Suvishesh Valsan, Senior Analyst – Research & REIS JLL India
The draft guidelines for trading in REITs in India have been introduced and allowed. For the very first time, there exists a tool to channel small savings into the Indian real estate sector. Not surprisingly, several owners of income-generating properties are now considering setting up REITs.
While commercial real estate projects have been popular assets to securitise worldwide, market dynamics in India currently suggest that the retail sector could be a beneficiary as well. Factors underpinning the potential success of REITs in retail include:
Low Vacancies In Superior Grade* Malls
Over the past few years, developers slowed down the supply of mall space in India because of rising vacancy rates following the economic slowdown. Prior to that, developers were churning out malls at a breakneck pace in response to a spurt in the organised retail business.
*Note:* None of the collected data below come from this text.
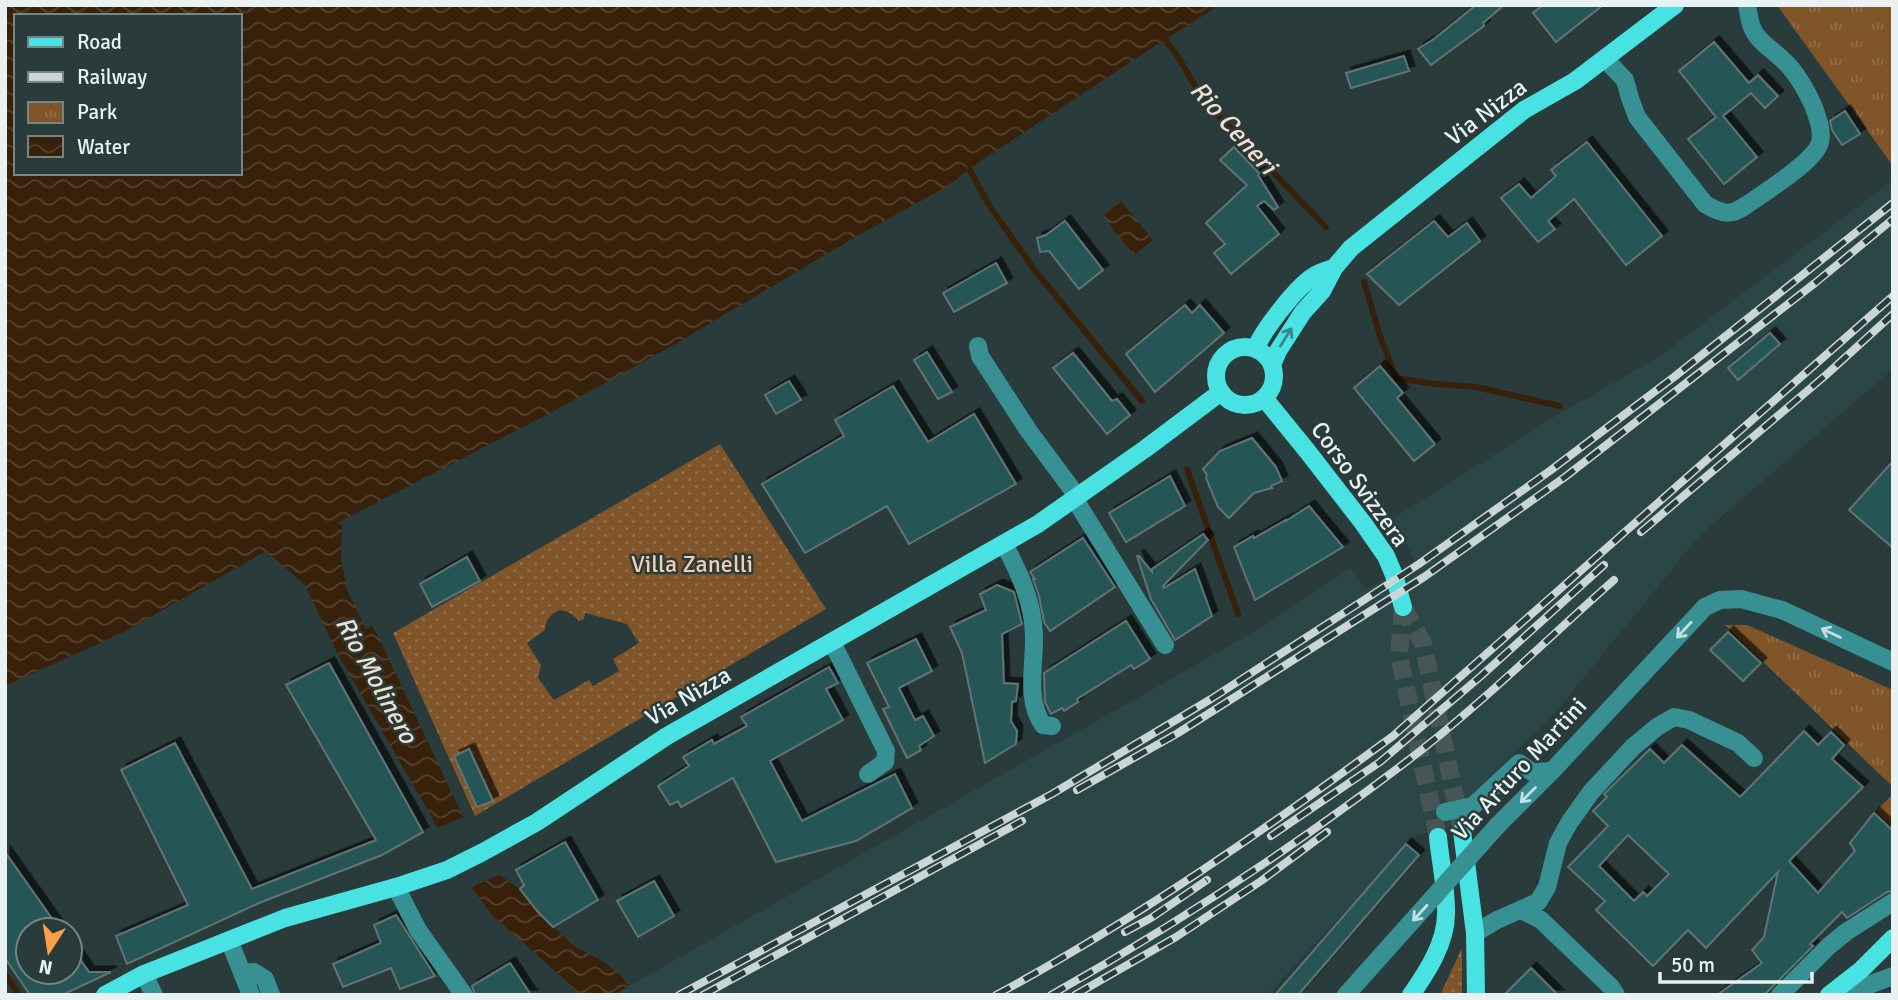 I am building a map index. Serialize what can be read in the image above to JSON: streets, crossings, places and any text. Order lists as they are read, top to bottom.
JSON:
{
  "streets": {
    "main road": ["Via Nizza", "Corso Svizzera"],
    "street": ["Via Arturo Martini"]
  },
  "crossings": [
    ["Via Nizza", "Corso Svizzera"]
  ],
  "one_way": ["Via Arturo Martini"],
  "water": ["Rio Ceneri", "Rio Molinero"],
  "parks": ["Villa Zanelli"],
  "legend": [
    "Road",
    "Railway",
    "Park",
    "Water"
  ],
  "scale_bar": "50 m",
  "north": "bottom"
}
Back then, few developers understood what the right ingredients for a successful mall are.
The overall vacancy rate today stands high at about 20% in retail malls across major Indian cities, while Superior Grade malls have vacancy rates averaging at only 10%. Given that international retailers will prefer to take up space in these malls, the shortage of quality space is evident and will be felt for some time.
Opportunity For Discounted Asset Purchases
For REITs to provide attractive yields, they have to purchase assets at a reasonable price, which then fetch attractive rents. This is particularly important for retail – an asset type that is perceived as riskier due to the lower predictability of income.
While upcoming Superior Grade malls will offer lucrative investment opportunities, some of the existing stock of lower-grade malls could be up for sale at a discount. For instance, of Mumbai’s 65 existing malls, only 20 are of a size suitable for securitisation in a REIT. Of these, five or six could be considered distressed assets.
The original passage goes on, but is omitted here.